▸ Task requirements
When you find the word "Gang" in a line of the entries, please copy the whole line.

━━ Data supplied ━━

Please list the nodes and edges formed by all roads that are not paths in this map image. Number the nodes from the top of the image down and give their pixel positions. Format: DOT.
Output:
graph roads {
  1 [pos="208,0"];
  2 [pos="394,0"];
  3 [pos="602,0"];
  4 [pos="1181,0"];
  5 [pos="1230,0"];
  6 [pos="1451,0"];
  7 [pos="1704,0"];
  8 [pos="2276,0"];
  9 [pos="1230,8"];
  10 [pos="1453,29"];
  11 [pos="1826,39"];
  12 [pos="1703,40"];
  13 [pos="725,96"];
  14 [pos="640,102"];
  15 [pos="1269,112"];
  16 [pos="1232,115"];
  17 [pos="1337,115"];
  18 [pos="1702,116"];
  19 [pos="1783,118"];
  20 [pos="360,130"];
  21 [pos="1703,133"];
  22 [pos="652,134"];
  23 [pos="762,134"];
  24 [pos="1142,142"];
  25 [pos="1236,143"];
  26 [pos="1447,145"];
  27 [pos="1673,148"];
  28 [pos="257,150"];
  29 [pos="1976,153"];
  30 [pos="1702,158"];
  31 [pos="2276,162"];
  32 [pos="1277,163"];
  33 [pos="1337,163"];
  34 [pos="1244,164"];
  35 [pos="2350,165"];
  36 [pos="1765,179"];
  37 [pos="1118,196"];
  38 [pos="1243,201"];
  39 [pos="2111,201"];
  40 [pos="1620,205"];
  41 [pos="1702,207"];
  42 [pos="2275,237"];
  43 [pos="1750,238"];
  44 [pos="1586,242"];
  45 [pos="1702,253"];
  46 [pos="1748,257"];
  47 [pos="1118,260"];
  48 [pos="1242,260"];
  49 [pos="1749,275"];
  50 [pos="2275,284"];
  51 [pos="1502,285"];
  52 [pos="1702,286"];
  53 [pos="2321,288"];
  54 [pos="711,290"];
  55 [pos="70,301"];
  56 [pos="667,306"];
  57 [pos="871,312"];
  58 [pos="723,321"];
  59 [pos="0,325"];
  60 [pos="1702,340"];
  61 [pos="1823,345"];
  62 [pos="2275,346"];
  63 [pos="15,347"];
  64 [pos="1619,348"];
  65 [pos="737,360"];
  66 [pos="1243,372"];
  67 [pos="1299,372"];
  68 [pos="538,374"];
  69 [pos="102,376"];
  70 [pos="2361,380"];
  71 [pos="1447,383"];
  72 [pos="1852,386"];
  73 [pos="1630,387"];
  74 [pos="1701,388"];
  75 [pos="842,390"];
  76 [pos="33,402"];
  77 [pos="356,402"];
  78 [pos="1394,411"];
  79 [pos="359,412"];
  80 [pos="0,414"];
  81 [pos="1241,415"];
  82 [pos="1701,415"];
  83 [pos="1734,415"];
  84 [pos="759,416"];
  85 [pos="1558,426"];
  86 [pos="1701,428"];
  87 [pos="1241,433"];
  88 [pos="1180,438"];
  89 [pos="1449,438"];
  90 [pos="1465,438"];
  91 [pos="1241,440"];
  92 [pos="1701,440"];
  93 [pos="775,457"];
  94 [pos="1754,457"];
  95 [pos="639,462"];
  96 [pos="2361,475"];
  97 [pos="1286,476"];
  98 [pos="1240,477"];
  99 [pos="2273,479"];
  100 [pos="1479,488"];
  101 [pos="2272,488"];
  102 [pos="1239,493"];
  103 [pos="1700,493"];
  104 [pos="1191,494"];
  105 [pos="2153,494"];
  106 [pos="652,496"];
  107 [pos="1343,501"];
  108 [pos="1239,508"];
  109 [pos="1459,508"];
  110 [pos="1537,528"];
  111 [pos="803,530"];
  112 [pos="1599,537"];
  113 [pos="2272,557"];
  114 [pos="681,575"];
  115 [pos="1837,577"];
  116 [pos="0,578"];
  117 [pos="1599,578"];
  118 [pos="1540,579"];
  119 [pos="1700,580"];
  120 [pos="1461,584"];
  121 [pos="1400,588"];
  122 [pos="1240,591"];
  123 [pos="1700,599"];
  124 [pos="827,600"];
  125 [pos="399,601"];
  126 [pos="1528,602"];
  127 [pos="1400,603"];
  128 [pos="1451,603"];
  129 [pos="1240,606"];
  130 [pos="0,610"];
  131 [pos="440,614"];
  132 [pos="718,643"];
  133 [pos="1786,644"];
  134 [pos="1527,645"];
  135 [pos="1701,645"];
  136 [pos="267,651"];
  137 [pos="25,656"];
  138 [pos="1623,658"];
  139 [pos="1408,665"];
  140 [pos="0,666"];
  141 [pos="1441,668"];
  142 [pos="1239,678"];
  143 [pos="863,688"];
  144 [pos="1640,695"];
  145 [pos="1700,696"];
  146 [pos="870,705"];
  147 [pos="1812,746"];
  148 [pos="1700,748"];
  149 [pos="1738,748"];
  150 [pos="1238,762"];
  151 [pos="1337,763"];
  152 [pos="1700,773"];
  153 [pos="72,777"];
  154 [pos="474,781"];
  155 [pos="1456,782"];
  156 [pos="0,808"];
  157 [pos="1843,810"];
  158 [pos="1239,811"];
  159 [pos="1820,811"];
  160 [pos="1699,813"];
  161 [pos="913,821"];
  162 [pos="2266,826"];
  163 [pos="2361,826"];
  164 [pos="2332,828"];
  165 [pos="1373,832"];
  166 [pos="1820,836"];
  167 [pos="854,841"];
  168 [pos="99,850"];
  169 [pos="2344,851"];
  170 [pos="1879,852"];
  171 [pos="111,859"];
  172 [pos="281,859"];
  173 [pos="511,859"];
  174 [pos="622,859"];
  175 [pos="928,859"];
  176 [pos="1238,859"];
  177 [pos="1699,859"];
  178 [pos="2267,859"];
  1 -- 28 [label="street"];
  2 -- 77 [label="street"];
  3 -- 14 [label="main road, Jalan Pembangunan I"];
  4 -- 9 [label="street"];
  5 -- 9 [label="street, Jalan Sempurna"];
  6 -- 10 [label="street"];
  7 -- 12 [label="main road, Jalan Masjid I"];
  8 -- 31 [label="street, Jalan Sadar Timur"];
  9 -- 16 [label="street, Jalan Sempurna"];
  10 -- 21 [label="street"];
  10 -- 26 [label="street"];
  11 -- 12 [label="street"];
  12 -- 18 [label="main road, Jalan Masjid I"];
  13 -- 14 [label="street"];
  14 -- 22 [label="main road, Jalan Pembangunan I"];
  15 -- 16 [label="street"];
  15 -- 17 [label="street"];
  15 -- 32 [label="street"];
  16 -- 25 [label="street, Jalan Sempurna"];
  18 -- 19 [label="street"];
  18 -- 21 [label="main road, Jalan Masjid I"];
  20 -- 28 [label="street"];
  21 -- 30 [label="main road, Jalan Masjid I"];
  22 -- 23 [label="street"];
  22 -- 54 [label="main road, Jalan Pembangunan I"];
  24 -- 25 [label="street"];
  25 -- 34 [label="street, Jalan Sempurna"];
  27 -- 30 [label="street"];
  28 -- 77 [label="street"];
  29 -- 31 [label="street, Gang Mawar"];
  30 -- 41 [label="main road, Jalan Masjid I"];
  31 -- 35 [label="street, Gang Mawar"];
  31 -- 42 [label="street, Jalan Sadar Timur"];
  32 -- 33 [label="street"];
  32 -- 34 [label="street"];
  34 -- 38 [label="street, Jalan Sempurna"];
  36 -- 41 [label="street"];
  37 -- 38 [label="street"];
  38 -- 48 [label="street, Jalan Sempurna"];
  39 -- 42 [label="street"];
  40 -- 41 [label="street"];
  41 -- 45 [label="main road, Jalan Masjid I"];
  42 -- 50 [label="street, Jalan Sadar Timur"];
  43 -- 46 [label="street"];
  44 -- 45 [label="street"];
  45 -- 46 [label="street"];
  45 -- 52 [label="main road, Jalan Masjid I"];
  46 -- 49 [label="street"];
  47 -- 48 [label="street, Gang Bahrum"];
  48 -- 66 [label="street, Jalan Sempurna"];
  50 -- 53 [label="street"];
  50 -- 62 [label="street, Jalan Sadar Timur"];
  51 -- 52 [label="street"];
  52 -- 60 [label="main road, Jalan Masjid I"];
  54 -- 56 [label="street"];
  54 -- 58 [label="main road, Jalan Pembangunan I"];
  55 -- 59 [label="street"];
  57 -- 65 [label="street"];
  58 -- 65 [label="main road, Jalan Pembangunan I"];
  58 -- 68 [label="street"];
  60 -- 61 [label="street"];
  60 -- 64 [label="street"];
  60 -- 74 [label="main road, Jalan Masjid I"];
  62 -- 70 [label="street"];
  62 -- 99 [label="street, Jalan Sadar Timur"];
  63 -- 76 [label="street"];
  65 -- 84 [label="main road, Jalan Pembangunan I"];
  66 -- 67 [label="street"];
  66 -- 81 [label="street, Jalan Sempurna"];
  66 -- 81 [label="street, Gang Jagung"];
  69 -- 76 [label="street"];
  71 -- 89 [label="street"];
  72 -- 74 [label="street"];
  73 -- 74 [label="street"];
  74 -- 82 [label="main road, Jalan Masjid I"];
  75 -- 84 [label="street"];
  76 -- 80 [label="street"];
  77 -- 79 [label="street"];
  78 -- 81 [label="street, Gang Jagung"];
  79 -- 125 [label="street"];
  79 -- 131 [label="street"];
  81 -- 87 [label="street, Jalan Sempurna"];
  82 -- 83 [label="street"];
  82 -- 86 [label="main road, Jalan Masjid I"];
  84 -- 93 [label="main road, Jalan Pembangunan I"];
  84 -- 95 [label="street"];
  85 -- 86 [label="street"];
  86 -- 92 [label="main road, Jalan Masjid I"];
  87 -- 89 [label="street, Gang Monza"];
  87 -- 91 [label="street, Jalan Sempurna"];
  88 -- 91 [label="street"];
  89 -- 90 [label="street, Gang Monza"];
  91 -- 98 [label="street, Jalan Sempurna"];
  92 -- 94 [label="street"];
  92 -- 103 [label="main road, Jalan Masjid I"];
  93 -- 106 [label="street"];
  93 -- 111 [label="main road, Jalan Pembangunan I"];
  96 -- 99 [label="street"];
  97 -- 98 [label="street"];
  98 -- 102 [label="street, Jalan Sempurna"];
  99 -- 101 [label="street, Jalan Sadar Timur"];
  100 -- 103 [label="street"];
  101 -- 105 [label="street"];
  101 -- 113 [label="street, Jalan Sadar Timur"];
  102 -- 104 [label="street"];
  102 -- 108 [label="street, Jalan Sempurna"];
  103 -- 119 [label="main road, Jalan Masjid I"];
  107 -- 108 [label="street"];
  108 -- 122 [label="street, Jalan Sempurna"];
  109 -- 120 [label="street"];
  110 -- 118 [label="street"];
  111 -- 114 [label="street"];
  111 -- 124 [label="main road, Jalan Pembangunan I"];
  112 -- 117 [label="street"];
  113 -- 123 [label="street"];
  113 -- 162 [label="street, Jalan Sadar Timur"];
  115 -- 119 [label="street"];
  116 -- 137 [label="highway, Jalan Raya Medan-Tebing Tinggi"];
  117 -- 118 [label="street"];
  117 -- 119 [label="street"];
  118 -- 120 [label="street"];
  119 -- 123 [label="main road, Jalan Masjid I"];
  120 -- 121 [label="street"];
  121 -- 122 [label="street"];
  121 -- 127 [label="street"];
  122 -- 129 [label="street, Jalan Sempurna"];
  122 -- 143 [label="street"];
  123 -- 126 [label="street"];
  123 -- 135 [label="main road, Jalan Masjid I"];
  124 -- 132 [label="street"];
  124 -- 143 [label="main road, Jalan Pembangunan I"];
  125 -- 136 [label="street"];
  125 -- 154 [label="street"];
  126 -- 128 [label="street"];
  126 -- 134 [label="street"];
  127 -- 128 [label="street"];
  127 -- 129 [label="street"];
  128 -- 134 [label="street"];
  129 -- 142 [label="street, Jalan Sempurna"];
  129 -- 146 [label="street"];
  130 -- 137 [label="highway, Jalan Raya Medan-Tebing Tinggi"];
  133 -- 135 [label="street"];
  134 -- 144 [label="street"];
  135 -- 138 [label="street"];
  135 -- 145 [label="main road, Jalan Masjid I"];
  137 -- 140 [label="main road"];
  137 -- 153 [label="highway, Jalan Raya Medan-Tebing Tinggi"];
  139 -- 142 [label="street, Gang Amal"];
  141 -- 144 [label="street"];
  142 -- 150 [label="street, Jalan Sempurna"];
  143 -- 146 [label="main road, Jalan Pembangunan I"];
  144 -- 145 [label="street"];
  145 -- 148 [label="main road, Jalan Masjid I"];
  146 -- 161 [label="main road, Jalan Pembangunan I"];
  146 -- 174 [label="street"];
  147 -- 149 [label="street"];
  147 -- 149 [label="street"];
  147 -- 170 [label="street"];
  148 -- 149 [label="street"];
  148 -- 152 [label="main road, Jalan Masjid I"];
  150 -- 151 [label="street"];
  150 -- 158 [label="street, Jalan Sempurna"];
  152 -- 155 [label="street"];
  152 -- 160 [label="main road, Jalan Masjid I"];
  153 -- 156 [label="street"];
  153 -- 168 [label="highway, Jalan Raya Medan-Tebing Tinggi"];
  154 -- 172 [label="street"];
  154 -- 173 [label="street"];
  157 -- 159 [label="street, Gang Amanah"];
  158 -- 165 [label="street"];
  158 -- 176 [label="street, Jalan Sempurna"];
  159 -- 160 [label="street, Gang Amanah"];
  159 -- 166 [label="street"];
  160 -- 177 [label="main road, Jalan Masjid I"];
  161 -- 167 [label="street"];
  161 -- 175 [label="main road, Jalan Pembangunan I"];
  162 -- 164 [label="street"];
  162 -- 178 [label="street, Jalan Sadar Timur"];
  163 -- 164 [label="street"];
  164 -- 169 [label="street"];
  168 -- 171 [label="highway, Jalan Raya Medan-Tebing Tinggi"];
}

━━━

▸ Answer to the exercise
  29 -- 31 [label="street, Gang Mawar"];
  31 -- 35 [label="street, Gang Mawar"];
  47 -- 48 [label="street, Gang Bahrum"];
  66 -- 81 [label="street, Gang Jagung"];
  78 -- 81 [label="street, Gang Jagung"];
  87 -- 89 [label="street, Gang Monza"];
  89 -- 90 [label="street, Gang Monza"];
  139 -- 142 [label="street, Gang Amal"];
  157 -- 159 [label="street, Gang Amanah"];
  159 -- 160 [label="street, Gang Amanah"];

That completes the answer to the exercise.